Stored data
============

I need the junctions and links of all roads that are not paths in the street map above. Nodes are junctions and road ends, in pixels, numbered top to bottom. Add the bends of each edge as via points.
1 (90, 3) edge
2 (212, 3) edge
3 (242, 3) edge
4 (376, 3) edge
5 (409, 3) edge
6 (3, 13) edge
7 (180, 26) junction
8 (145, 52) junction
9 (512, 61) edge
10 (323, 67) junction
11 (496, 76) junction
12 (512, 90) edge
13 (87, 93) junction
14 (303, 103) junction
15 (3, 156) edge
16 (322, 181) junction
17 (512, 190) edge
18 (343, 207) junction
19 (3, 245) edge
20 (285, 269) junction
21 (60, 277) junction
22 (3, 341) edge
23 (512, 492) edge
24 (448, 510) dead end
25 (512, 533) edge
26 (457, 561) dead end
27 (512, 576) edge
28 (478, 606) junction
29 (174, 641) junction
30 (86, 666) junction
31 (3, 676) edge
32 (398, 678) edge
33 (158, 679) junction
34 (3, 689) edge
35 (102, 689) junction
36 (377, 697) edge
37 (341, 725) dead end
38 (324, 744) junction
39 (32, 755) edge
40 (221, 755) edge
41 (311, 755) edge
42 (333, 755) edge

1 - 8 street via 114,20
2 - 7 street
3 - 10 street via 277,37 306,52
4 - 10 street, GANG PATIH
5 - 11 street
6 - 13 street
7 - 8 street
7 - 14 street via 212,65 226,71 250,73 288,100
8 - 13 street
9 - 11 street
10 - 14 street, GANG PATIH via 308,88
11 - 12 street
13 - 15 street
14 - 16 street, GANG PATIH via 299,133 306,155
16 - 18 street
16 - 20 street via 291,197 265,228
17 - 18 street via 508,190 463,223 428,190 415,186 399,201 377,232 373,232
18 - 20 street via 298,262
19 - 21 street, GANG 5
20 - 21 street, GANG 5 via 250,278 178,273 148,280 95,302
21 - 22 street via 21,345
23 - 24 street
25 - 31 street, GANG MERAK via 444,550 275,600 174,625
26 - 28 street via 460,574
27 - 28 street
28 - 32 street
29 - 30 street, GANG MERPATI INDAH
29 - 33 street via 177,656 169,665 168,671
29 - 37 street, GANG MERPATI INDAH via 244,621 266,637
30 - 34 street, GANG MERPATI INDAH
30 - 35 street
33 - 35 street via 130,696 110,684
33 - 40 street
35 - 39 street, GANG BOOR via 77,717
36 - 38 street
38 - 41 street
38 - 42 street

============

> [Directions for this task]:
Produce an exact copy of all the records.

> [Answer for this exercise]:
I need the junctions and links of all roads that are not paths in the street map above. Nodes are junctions and road ends, in pixels, numbered top to bottom. Add the bends of each edge as via points.
1 (90, 3) edge
2 (212, 3) edge
3 (242, 3) edge
4 (376, 3) edge
5 (409, 3) edge
6 (3, 13) edge
7 (180, 26) junction
8 (145, 52) junction
9 (512, 61) edge
10 (323, 67) junction
11 (496, 76) junction
12 (512, 90) edge
13 (87, 93) junction
14 (303, 103) junction
15 (3, 156) edge
16 (322, 181) junction
17 (512, 190) edge
18 (343, 207) junction
19 (3, 245) edge
20 (285, 269) junction
21 (60, 277) junction
22 (3, 341) edge
23 (512, 492) edge
24 (448, 510) dead end
25 (512, 533) edge
26 (457, 561) dead end
27 (512, 576) edge
28 (478, 606) junction
29 (174, 641) junction
30 (86, 666) junction
31 (3, 676) edge
32 (398, 678) edge
33 (158, 679) junction
34 (3, 689) edge
35 (102, 689) junction
36 (377, 697) edge
37 (341, 725) dead end
38 (324, 744) junction
39 (32, 755) edge
40 (221, 755) edge
41 (311, 755) edge
42 (333, 755) edge

1 - 8 street via 114,20
2 - 7 street
3 - 10 street via 277,37 306,52
4 - 10 street, GANG PATIH
5 - 11 street
6 - 13 street
7 - 8 street
7 - 14 street via 212,65 226,71 250,73 288,100
8 - 13 street
9 - 11 street
10 - 14 street, GANG PATIH via 308,88
11 - 12 street
13 - 15 street
14 - 16 street, GANG PATIH via 299,133 306,155
16 - 18 street
16 - 20 street via 291,197 265,228
17 - 18 street via 508,190 463,223 428,190 415,186 399,201 377,232 373,232
18 - 20 street via 298,262
19 - 21 street, GANG 5
20 - 21 street, GANG 5 via 250,278 178,273 148,280 95,302
21 - 22 street via 21,345
23 - 24 street
25 - 31 street, GANG MERAK via 444,550 275,600 174,625
26 - 28 street via 460,574
27 - 28 street
28 - 32 street
29 - 30 street, GANG MERPATI INDAH
29 - 33 street via 177,656 169,665 168,671
29 - 37 street, GANG MERPATI INDAH via 244,621 266,637
30 - 34 street, GANG MERPATI INDAH
30 - 35 street
33 - 35 street via 130,696 110,684
33 - 40 street
35 - 39 street, GANG BOOR via 77,717
36 - 38 street
38 - 41 street
38 - 42 street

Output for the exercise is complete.